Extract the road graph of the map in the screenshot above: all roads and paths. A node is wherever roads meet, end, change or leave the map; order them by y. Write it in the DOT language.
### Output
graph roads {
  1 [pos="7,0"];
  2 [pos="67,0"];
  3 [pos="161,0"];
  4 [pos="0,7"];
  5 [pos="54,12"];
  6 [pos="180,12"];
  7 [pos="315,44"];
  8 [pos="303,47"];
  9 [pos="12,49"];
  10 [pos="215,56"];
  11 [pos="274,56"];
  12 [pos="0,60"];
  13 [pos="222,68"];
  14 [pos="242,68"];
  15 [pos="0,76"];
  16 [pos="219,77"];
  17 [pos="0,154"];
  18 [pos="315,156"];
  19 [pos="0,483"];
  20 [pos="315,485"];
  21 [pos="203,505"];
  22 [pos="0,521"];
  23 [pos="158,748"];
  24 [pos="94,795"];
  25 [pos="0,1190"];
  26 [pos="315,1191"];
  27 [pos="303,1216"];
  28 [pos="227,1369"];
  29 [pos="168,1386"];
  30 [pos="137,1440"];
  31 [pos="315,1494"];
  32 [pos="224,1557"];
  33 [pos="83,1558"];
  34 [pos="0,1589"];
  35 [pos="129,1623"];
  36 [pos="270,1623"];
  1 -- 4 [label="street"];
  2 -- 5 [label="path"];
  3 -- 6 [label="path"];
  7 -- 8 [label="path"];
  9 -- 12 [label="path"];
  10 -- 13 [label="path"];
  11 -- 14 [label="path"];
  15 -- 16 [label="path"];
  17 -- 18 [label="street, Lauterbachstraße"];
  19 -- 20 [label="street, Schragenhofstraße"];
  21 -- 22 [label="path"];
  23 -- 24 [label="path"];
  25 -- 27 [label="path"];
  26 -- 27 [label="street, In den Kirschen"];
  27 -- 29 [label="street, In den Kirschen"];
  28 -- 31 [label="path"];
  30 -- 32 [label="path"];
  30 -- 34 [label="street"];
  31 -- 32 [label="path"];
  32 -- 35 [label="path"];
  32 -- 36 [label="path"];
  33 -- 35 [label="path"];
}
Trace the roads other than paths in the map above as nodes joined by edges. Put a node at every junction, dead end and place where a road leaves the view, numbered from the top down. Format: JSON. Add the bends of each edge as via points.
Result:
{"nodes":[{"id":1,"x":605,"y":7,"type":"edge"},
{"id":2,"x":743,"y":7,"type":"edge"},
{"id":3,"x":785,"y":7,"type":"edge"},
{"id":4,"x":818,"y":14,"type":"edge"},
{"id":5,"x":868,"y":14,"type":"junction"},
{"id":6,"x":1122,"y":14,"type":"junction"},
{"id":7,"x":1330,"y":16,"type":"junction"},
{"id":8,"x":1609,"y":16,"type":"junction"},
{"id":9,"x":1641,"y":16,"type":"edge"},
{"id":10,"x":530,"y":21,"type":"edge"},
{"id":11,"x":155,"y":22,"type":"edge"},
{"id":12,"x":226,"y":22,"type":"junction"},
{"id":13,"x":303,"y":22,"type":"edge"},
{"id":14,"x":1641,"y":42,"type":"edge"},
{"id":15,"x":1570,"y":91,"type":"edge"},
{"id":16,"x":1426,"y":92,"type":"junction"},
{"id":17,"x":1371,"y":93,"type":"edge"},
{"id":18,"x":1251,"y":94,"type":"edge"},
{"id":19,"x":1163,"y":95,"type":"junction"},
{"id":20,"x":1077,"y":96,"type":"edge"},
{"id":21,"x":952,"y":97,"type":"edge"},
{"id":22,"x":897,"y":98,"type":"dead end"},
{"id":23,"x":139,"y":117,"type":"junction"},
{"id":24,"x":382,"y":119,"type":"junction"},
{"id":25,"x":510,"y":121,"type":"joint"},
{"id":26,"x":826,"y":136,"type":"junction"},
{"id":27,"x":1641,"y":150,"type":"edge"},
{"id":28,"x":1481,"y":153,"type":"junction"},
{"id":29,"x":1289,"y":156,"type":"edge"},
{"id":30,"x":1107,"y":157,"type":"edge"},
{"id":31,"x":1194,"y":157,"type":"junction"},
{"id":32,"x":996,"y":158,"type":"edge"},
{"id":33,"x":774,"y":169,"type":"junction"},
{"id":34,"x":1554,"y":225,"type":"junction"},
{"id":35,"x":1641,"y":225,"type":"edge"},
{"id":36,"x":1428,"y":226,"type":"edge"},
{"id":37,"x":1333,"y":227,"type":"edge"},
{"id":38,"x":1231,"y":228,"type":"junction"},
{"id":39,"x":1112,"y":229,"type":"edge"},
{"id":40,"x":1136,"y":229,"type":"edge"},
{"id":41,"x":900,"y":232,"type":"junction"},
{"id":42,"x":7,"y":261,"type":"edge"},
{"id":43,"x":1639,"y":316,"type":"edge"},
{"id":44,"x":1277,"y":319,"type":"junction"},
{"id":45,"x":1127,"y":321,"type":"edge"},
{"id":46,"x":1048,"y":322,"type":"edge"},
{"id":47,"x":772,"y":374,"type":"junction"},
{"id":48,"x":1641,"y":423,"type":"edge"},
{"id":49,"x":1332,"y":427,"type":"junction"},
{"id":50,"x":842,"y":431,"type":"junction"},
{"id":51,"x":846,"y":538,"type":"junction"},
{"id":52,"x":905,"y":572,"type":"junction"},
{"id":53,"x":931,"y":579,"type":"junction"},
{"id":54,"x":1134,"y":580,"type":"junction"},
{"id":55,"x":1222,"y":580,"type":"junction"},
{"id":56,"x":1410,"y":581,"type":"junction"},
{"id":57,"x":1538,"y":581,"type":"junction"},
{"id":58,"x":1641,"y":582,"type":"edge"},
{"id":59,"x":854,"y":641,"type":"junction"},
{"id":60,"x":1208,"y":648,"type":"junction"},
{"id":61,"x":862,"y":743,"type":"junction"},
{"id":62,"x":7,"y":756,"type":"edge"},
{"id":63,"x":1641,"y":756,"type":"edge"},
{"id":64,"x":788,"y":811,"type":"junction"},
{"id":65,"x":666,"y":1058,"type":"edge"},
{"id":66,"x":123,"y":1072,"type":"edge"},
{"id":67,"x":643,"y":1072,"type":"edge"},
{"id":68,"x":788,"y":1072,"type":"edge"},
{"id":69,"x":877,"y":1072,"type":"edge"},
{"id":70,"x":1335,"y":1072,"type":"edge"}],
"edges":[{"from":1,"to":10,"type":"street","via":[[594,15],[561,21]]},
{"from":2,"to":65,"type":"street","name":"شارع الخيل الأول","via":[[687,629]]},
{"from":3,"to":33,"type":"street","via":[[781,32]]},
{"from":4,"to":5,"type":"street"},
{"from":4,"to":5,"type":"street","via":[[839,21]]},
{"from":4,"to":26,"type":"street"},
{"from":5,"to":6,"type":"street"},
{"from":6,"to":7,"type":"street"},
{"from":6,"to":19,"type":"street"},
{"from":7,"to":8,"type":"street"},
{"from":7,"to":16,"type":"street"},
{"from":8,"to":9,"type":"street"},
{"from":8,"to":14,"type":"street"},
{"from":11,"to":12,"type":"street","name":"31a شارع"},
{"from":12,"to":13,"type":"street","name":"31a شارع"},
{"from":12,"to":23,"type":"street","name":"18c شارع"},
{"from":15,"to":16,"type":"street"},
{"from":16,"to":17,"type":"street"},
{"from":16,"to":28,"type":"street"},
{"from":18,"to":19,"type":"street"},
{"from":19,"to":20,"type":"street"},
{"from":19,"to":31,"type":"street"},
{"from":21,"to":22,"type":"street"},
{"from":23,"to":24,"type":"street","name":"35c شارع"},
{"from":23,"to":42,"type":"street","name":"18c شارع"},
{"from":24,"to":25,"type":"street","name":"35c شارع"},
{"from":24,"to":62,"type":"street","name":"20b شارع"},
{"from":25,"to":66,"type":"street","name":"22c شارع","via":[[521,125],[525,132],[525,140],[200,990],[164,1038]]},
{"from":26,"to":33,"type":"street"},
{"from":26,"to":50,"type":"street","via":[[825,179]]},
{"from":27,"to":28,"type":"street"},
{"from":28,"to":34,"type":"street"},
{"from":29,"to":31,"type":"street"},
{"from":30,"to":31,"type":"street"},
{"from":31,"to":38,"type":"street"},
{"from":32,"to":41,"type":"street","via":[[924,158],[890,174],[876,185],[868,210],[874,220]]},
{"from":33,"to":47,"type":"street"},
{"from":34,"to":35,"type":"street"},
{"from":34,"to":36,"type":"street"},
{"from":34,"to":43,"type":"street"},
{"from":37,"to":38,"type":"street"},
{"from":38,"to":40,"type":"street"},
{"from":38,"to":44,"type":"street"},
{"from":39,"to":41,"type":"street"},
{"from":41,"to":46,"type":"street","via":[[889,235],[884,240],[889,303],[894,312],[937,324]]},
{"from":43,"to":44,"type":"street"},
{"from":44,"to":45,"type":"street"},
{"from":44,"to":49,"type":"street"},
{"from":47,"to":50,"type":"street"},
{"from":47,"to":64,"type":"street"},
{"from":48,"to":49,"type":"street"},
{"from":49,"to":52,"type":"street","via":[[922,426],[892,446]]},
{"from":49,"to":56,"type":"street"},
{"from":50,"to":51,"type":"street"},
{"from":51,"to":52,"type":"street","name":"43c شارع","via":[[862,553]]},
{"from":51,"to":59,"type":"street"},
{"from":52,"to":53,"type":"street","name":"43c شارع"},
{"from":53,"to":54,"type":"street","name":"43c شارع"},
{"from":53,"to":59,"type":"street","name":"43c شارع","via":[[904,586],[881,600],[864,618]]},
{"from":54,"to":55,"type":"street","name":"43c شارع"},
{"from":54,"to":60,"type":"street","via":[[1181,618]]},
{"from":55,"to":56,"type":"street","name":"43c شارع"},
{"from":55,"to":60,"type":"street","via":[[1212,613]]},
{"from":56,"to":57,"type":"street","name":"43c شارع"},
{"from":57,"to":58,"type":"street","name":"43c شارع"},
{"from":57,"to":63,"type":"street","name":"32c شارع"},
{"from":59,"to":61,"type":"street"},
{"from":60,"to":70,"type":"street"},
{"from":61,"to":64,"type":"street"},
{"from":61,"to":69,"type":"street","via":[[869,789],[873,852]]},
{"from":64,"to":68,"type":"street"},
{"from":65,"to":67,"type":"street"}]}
++++++++
#### TASK BRIEF
Return each line of the data above that includes the word "graph".

#### OUTPUT OF THE TASK
Extract the road graph of the map in the screenshot above: all roads and paths. A node is wherever roads meet, end, change or leave the map; order them by y. Write it in the DOT language.
graph roads {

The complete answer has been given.